Back in the day of paper archives, the business lived and died on the efficiency of the human archivists, having worked in some of these places, a tax office tagging every single piece of paper with your personal national insurance / social security number was a good start, add things like dates, references, who wrote it etc and you could rebuild any file system and identify missing papers and being missing, then go look for them.
I also learned technical drawing / draughtsmanship, not to any high degree, as part of my engineering apprenticeship, and a part of that study were some trick questions, one was a square, with a one quarter size square nested inside it, the small square was sat in the centre of the bottom line of the big square, with their lower lines overlapping, this same object was then repeated, and you were told that these were the top and front views, and you had to produce the side view or elevation.
If you followed the rules, strictly, of technical drawing, you got the right answer, the big square was in fact a wedge, and the small square was a cube embedded in the wedge at the blade end.
The ONLY way you could arrive at this answer was to KNOW all the rules of technical drawing, then FOLLOW them implicitly, while ignoring what your brain was thinking and visualising, it was a test of methodology, if you got the right answer your methodology was good, everything else was crap.
Every trade I've ever come across shares this reliance on methodology, from archivist to chemist to anything you can think of, and a fundamental part of the effort in becoming a tradesman was learning to practice and master the methodology, which, when you succeeded, allowed you to make every job you tackled look quite simple and straightforwards to an untrained observer, because every single thing you did had purpose and produced a result on the way to the solution, and you never hesitated and never put a foot wrong or made a mistake, of course it looked simple, there was the art in it.

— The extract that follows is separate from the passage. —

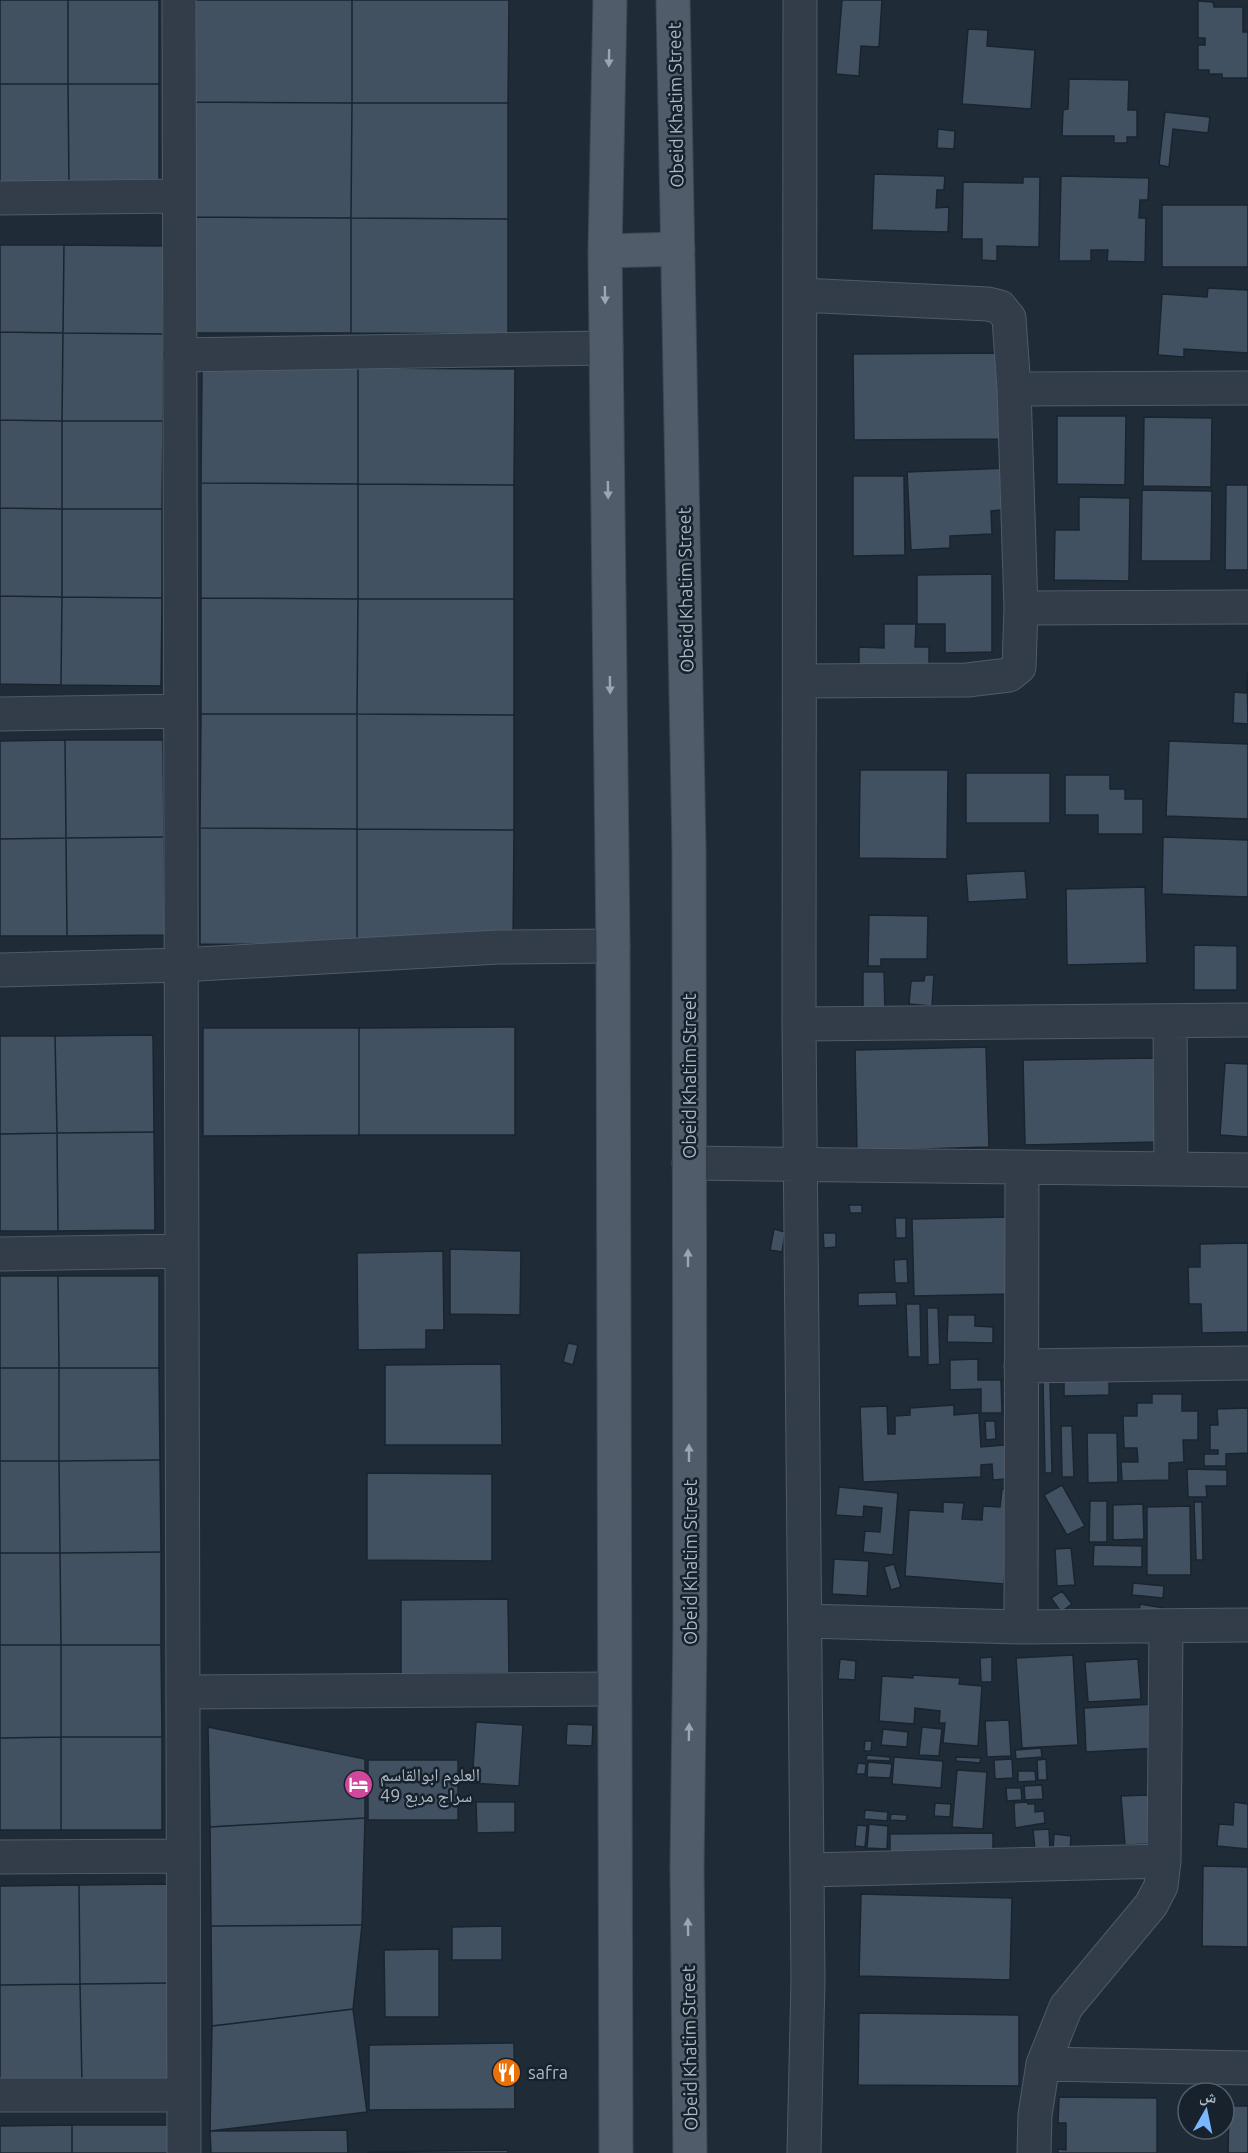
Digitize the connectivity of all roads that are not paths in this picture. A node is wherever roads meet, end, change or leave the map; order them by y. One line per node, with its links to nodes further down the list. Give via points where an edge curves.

The tradesman can then instruct the novice to do any task, in a painting by numbers / join the dots fashion, and while slow, the result will come out right.
The crucial factor here is this, the novice, at the end of the task, might be able to repeat the task verbatim, but his knowledge of the rules behind the methodology is still precisely zero.
I got "into" computers in the mid eighties after seeing an early CAD programme, fascinated I was Yoda, but 20+ years later, despite billions of dollars of development and thousands of dollars in price tags for full house applications, there still isn't a single CAD program on the market that follows the rules, they all allow you to draw impossible shapes and then create an equally impossible interpolation in an attempt to square the circle.
I'd be very surprised if any other software were any different.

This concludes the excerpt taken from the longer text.